L’analyse filmique : objectifs et méthode

L’analyse filmique est un exercice qui peut être pratiqué en classe de façon collaborative. Il vise à approfondir la compréhension de la séquence d’un film en décrivant finement puis en interprétant les procédés de mise en scène choisis par les cinéastes. Pour commencer l’exercice, on peut tout simplement mettre en commun, à l’oral, les émotions ressenties par les élèves, pour ensuite identifier les procédés visuels et sonores qui ont pu en favoriser l’émergence. Pour plus de détails, on peut se reporter à ce dossier : normandieimages.fr/approchedunfilm/

Situation et enjeux du passage

C’est l’avant-dernière séquence du film. Alors que la famille s’achemine vers un nouveau lieu, la mère réalise tout à coup que Batbayar a disparu. Le père part au galop pour retrouver son fils. Mais Tatoué, resté sur place, attaché à un piquet, parvient à se libérer et arrive avant le père pour sauver le bébé des vautours menaçants. Cette séquence repose sur un renversement, où Tatoué passe du statut d’animal de mauvais augure, rejeté par le père, à celui de protecteur et de héros. Afin de mettre en lumière cette reconnaissance qui dénoue l’intrigue de façon heureuse, cette séquence utilise de nombreux procédés de dramatisation, qui s’inscrivent dans la dimension fictionnelle évoquée ci-dessus.

Une séparation émouvante

Dramatiser, c’est raconter une histoire de façon à créer une participation émotionnelle du spectateur. Le début de la séquence est par exemple raconté depuis le point de vue de Nansal, ce qui contribue à rendre la scène émouvante dans la mesure où nous nous identifions à la fillette.

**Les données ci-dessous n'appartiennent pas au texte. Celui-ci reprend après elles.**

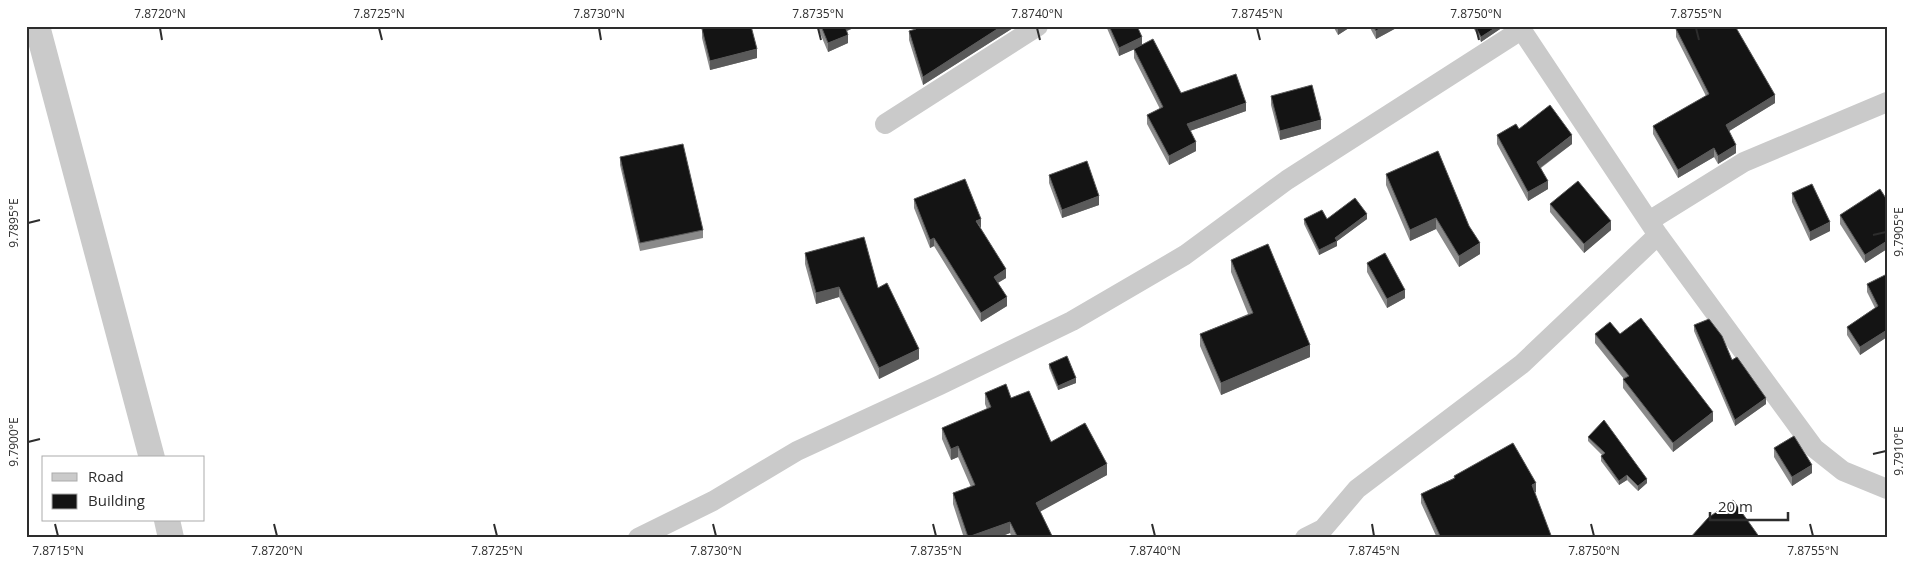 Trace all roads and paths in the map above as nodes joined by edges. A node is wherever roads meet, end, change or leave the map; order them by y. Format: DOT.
graph roads {
  1 [pos="37,26"];
  2 [pos="1038,26"];
  3 [pos="1520,28"];
  4 [pos="1887,102"];
  5 [pos="885,124"];
  6 [pos="1653,228"];
  7 [pos="151,456"];
  8 [pos="1887,488"];
  9 [pos="167,522"];
  10 [pos="171,538"];
  11 [pos="638,538"];
  12 [pos="1306,538"];
  1 -- 7 [label="street"];
  2 -- 5 [label="street"];
  3 -- 6 [label="street"];
  3 -- 11 [label="street"];
  4 -- 6 [label="street"];
  6 -- 8 [label="street"];
  6 -- 12 [label="street"];
  9 -- 10 [label="street"];
}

La séquence commence par le départ du convoi : les carrioles sont chargées, les animaux sont attelés, comme le montre l’arrière-plan. On entend le chant de la mère qui accompagne ces images. Un plan rapproché découvre le visage de Nansal. Cette échelle de plan souligne ses émotions et crée un lien intense avec le personnage. Sa main posée sur la moto donne l’impression qu’elle « s’accroche » afin de ne pas perdre pied, émue par la situation.
Le contrechamp explique pourquoi. Elle fixe Tatoué, attaché à un piquet, jappant, à côté de la louche usagée en plastique vert fluo — le chien est donc laissé pour compte, au même titre que ce déchet. Puis un plan quasi-subjectif (c’est comme si nous étions à la place de Nansal) favorise notre identification. On filme en effet depuis la carriole, ce qui crée un léger travelling arrière et nous fait ressentir la distance séparant progressivement Nansal du chien. La carriole étant en mouvement, il y a aussi de légers tremblements dans le champ, révélateurs du désordre des émotions qu’éprouve Nansal à cet instant.
Des plans d’ensemble, toujours accompagnés par le chant de la mère, dévoilent ensuite l’avancée de la famille dans les steppes. Un pont est traversé qui marque le passage d’un seuil, le départ vers un nouveau lieu, et peut aussi signifier une ellipse temporelle. Le père, au premier plan, guide les animaux tandis que la petite sœur de Nansal s’endort sur une couverture. Le rythme est assez lent.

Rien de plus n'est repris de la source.